Key Error while retraining on custom prediction tags[BUG]
ChargedMonk opened this issue · comments
Vatsalya Bajpai commented
Describe the bug
---------------------------------------------------------------------------
KeyError Traceback (most recent call last)
<ipython-input-13-ba3132bfa7ad> in <module>()
----> 1 address_parser.retrain(training_container, 0.8, epochs=5, batch_size=2, num_workers=2, callbacks=[lr_scheduler], prediction_tags=tag_dictionary, logging_path=logging_path)
11 frames
/usr/local/lib/python3.7/dist-packages/torch/_utils.py in reraise(self)
432 # instantiate since we don't know how to
433 raise RuntimeError(msg) from None
--> 434 raise exception
435
436
KeyError: Caught KeyError in DataLoader worker process 0.

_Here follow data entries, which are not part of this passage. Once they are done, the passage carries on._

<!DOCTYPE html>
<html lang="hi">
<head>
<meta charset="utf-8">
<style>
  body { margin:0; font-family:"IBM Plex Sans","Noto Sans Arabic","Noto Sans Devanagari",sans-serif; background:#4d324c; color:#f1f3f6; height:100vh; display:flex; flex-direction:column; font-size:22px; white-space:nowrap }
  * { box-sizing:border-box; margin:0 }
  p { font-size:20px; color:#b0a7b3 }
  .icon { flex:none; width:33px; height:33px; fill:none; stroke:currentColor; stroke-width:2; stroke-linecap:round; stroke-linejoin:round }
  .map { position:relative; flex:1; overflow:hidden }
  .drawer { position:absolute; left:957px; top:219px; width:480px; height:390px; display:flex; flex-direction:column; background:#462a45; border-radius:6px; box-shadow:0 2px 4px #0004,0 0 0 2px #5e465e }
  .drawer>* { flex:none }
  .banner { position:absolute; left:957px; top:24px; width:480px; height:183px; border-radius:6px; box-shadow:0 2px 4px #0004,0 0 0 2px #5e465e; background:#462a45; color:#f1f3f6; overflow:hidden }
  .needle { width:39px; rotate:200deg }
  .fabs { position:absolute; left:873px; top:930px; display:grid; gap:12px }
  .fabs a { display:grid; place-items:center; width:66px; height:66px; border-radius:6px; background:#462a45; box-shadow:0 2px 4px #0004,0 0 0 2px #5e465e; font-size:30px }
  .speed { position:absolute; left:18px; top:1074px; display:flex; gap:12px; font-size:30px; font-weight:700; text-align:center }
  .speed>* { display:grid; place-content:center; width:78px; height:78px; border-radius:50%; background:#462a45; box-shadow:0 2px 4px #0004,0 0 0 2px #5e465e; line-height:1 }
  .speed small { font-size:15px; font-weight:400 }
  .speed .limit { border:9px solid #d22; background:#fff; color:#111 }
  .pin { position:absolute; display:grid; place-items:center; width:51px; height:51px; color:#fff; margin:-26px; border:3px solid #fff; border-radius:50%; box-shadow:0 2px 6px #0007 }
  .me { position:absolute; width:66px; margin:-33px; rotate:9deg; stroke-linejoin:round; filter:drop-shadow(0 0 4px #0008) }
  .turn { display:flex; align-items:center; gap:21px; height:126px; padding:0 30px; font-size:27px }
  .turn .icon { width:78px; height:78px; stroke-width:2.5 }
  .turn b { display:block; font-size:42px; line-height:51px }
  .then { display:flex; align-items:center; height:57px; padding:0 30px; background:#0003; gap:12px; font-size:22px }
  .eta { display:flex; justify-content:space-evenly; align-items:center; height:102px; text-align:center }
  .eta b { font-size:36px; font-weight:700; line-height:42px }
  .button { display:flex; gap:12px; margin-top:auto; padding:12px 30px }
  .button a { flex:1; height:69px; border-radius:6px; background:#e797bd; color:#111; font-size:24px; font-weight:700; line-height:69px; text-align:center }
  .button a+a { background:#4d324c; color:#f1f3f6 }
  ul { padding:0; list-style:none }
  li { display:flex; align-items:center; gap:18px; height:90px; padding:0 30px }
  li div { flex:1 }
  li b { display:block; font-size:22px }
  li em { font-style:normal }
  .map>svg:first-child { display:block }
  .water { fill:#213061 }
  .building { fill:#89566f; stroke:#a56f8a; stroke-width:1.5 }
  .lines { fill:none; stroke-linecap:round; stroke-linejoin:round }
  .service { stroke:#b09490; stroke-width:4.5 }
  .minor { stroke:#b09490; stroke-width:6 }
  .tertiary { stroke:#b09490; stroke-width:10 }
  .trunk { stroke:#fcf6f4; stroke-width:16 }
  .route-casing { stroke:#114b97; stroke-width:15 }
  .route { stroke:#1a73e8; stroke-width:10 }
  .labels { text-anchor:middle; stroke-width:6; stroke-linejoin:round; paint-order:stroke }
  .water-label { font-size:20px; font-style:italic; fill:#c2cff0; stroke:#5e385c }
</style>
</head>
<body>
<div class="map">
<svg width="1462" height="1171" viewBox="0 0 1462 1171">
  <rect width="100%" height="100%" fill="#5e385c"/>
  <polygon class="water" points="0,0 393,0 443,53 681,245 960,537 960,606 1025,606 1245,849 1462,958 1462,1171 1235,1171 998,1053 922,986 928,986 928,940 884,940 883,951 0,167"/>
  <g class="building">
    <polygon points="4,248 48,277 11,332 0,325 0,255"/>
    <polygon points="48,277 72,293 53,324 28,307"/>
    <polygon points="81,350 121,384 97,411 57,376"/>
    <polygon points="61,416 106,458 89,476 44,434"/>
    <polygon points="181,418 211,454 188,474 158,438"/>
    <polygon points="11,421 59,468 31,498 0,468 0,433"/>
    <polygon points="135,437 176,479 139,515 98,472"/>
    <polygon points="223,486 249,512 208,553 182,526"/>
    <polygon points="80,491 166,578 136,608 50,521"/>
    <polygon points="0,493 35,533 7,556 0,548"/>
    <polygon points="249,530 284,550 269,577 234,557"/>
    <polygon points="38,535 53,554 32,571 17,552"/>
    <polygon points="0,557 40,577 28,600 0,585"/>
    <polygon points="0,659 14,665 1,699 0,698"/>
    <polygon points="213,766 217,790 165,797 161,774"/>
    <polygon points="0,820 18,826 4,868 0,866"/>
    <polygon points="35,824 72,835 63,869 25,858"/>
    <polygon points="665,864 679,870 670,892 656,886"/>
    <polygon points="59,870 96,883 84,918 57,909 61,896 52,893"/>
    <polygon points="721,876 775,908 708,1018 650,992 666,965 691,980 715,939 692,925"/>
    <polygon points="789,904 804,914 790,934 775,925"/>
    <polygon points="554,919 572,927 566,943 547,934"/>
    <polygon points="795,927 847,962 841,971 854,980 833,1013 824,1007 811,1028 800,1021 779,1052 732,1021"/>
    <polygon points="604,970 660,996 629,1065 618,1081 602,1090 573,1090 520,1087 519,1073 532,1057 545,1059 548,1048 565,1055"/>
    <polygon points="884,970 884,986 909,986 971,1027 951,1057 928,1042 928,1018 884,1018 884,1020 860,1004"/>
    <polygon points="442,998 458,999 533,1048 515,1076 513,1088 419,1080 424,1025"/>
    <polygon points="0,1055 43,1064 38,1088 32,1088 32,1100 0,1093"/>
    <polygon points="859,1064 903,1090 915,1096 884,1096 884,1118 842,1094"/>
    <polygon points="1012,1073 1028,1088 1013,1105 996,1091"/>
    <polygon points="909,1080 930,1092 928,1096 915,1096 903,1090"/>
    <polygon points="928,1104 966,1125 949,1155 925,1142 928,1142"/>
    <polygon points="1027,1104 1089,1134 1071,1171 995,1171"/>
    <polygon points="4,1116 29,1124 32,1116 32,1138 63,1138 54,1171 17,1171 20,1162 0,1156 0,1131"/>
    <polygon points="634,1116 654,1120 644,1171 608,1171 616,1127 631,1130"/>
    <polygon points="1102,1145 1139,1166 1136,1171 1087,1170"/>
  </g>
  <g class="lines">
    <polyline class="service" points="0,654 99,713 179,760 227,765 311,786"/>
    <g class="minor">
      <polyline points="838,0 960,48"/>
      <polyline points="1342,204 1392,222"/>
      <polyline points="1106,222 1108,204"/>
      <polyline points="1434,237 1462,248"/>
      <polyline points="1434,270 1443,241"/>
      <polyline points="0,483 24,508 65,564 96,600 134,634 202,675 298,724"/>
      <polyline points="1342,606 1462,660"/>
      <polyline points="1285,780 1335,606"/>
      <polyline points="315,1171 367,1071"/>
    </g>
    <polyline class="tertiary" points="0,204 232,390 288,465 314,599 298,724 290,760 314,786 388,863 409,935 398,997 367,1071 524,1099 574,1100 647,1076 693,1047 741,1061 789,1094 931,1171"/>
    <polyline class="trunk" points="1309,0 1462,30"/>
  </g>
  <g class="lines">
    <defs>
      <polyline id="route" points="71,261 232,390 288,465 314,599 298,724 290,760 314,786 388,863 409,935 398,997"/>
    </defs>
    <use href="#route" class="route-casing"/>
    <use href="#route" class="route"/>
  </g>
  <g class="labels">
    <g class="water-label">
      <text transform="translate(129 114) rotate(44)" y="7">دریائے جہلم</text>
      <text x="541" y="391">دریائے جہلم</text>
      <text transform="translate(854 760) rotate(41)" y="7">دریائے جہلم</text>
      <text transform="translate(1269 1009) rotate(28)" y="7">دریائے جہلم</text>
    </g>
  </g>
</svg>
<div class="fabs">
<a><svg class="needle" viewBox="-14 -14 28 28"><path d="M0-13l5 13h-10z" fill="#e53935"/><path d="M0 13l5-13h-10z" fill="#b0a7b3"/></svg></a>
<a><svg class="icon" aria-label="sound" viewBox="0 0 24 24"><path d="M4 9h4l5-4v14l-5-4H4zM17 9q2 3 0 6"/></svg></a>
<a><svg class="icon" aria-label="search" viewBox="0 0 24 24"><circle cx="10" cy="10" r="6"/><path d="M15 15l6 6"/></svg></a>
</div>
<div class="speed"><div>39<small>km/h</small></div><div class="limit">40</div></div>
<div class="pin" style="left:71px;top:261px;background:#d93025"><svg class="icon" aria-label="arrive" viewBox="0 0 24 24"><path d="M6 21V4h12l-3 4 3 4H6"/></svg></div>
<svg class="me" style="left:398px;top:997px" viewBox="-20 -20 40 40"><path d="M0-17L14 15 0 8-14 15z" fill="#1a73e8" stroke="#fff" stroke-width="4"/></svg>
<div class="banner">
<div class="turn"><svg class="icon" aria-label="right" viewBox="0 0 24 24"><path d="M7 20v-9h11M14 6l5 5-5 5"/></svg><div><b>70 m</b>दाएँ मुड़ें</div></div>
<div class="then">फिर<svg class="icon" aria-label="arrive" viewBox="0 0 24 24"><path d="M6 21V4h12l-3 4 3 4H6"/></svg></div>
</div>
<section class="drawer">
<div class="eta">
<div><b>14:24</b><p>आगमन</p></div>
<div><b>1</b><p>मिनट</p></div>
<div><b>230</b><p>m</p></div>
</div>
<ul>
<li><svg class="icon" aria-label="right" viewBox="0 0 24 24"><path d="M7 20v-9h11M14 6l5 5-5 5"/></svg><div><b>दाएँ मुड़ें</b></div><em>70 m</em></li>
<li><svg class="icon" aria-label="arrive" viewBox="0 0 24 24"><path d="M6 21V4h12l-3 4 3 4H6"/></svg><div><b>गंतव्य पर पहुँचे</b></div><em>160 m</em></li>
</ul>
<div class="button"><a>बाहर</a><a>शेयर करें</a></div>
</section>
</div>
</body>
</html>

Original Traceback (most recent call last):
File "/usr/local/lib/python3.7/dist-packages/torch/utils/data/_utils/worker.py", line 287, in _worker_loop
data = fetcher.fetch(index)
File "/usr/local/lib/python3.7/dist-packages/torch/utils/data/_utils/fetch.py", line 52, in fetch
return self.collate_fn(data)
File "/usr/local/lib/python3.7/dist-packages/deepparse/converter/data_transform.py", line 49, in teacher_forcing_transform
vectorize_batch_pairs = self.vectorizer(batch_pairs)
File "/usr/local/lib/python3.7/dist-packages/deepparse/vectorizer/train_vectorizer.py", line 25, in __call__
input_sequence.extend(
File "/usr/local/lib/python3.7/dist-packages/deepparse/vectorizer/train_vectorizer.py", line 25, in <listcomp>
input_sequence.extend(
KeyError: 0
To Reproduce
Key error is raised when trying to retrain on new prediction tags
lr_scheduler = poutyne.StepLR(step_size=1, gamma=0.1)
tag_dictionary = {'STREET_NUMBER': 0, 'STREET_NAME': 1, 'UNSTRUCTURED_STREET_ADDRESS': 2, 'CITY': 3, 'COUNTRY_SUB_ENTITY': 4, 'COUNTRY': 5, 'POSTAL_CODE': 6, 'EOS': 7}
logging_path = "checkpoints"
address_parser.retrain(training_container, 0.8, epochs=5, batch_size=2, num_workers=2, callbacks=[lr_scheduler], prediction_tags=tag_dictionary, logging_path=logging_path)
Desktop (please complete the following information):
- OS: Linux
To be specific I'm running it on google colab.
David Beauchemin commented
The error looks more on your side:
It happened here
input_sequence.extend(
self.embedding_vectorizer([address[0] for address in addresses])
) # need to be pass in batch
This means that some addresses in your batch are not tuples (empty maybe). To retrain, your data need to look like this: ('an address', [tag1_1, tag_2, ...])
.
I will improve error handling to be more clear and add a clearer example.
David Beauchemin commented
See the new release for better error handling.